» **Work item**
Once the pictures are set aside, transcribe each line of the data exactly.

» **Data in this exercise**

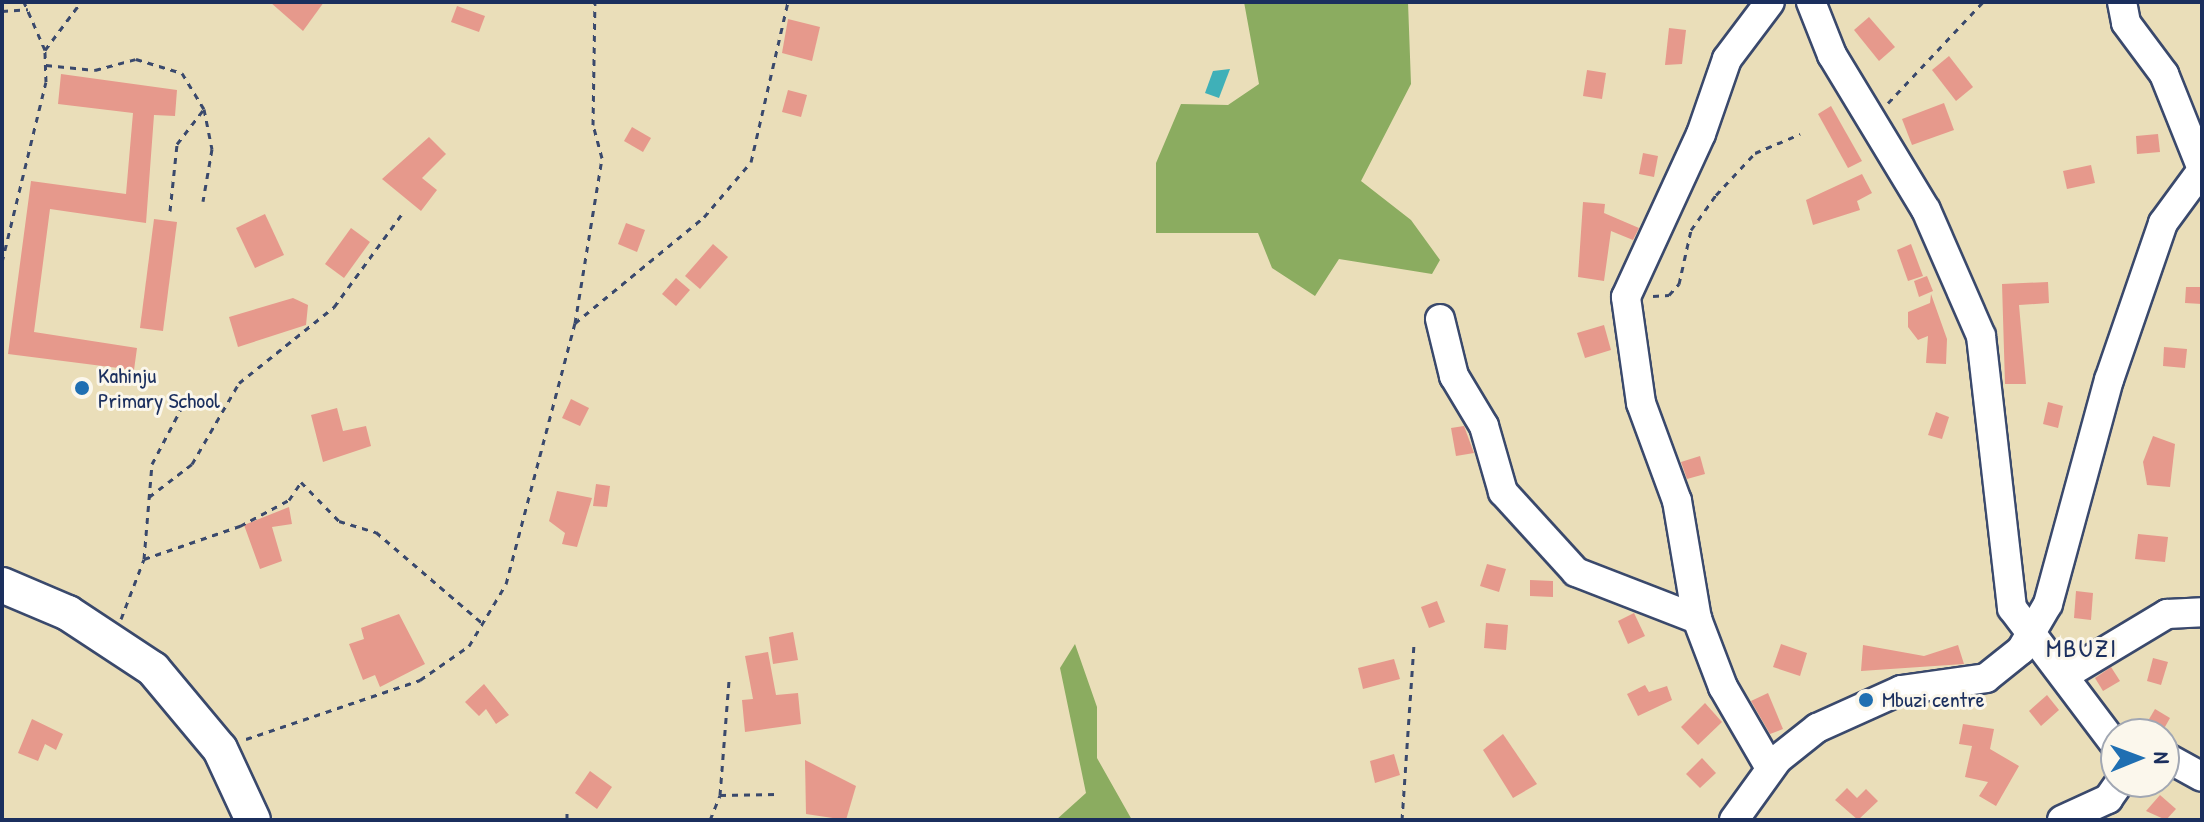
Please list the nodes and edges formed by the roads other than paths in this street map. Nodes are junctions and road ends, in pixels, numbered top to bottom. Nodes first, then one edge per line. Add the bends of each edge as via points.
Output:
1 (1770, 2) edge
2 (1811, 2) edge
3 (2122, 2) edge
4 (2202, 169) edge
5 (1440, 319) dead end
6 (2, 585) edge
7 (2202, 612) edge
8 (1697, 619) junction
9 (2034, 631) junction
10 (2067, 674) junction
11 (2100, 722) edge
12 (2180, 765) edge
13 (1770, 768) junction
14 (2202, 777) edge
15 (2109, 798) edge
16 (253, 820) edge
17 (1734, 820) edge
18 (2062, 820) edge

1 - 8 street via 1727,59 1701,134 1626,297 1641,403 1677,501
2 - 9 street via 1832,55 1926,210 1981,336 1999,465 2003,574 2012,608
3 - 4 street via 2126,23 2164,74
4 - 9 street via 2163,223 2134,302
5 - 8 street via 1454,376 1484,426 1503,492 1576,572
6 - 16 main road via 104,635 153,669 220,749
7 - 10 street via 2167,614
8 - 13 street via 1723,687
9 - 10 street
9 - 13 street via 1986,678 1901,690 1817,728
10 - 11 street
12 - 14 street
13 - 17 street
15 - 18 street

» **Exercise response**
Please list the nodes and edges formed by the roads other than paths in this street map. Nodes are junctions and road ends, in pixels, numbered top to bottom. Nodes first, then one edge per line. Add the bends of each edge as via points.
Output:
1 (1770, 2) edge
2 (1811, 2) edge
3 (2122, 2) edge
4 (2202, 169) edge
5 (1440, 319) dead end
6 (2, 585) edge
7 (2202, 612) edge
8 (1697, 619) junction
9 (2034, 631) junction
10 (2067, 674) junction
11 (2100, 722) edge
12 (2180, 765) edge
13 (1770, 768) junction
14 (2202, 777) edge
15 (2109, 798) edge
16 (253, 820) edge
17 (1734, 820) edge
18 (2062, 820) edge

1 - 8 street via 1727,59 1701,134 1626,297 1641,403 1677,501
2 - 9 street via 1832,55 1926,210 1981,336 1999,465 2003,574 2012,608
3 - 4 street via 2126,23 2164,74
4 - 9 street via 2163,223 2134,302
5 - 8 street via 1454,376 1484,426 1503,492 1576,572
6 - 16 main road via 104,635 153,669 220,749
7 - 10 street via 2167,614
8 - 13 street via 1723,687
9 - 10 street
9 - 13 street via 1986,678 1901,690 1817,728
10 - 11 street
12 - 14 street
13 - 17 street
15 - 18 street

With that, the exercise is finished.